- **Data supplied**:
"""
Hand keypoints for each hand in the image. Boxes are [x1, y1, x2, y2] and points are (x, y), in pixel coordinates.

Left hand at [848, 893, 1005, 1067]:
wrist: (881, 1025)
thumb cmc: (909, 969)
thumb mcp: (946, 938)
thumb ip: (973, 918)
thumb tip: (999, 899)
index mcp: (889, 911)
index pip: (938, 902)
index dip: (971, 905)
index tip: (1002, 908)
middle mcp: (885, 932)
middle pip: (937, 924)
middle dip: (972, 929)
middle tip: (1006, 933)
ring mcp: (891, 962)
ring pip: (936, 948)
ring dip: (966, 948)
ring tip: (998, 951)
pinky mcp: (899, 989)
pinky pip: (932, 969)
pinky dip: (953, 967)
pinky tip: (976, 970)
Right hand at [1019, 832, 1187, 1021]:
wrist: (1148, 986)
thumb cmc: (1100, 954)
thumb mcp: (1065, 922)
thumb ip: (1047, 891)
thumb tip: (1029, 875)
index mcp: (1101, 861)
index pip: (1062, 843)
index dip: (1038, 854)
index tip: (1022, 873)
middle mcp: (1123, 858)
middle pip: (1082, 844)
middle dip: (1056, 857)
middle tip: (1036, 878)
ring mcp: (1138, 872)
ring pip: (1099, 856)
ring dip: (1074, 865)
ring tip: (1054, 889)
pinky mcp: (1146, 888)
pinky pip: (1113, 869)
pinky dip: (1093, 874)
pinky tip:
"""
- **Task**:
Retype each line of the listing exactly as it was given above.

- **Written solution**:
Hand keypoints for each hand in the image. Boxes are [x1, y1, x2, y2] and points are (x, y), in pixel coordinates.

Left hand at [848, 893, 1005, 1067]:
wrist: (881, 1025)
thumb cmc: (909, 969)
thumb mcp: (946, 938)
thumb ip: (973, 918)
thumb tip: (999, 899)
index mcp: (889, 911)
index pip: (938, 902)
index dip: (971, 905)
index tip: (1002, 908)
middle mcp: (885, 932)
middle pip: (937, 924)
middle dip: (972, 929)
middle tip: (1006, 933)
ring mcp: (891, 962)
ring pip: (936, 948)
ring dip: (966, 948)
ring tip: (998, 951)
pinky mcp: (899, 989)
pinky pip: (932, 969)
pinky dip: (953, 967)
pinky tip: (976, 970)
Right hand at [1019, 832, 1187, 1021]:
wrist: (1148, 986)
thumb cmc: (1100, 954)
thumb mcp: (1065, 922)
thumb ip: (1047, 891)
thumb tip: (1029, 875)
index mcp: (1101, 861)
index pip: (1062, 843)
index dip: (1038, 854)
index tip: (1022, 873)
middle mcp: (1123, 858)
middle pip: (1082, 844)
middle dip: (1056, 857)
middle tip: (1036, 878)
ring mcp: (1138, 872)
ring pip: (1099, 856)
ring dip: (1074, 865)
ring tip: (1054, 889)
pinky mcp: (1146, 888)
pinky pip: (1113, 869)
pinky dip: (1093, 874)
pinky tip:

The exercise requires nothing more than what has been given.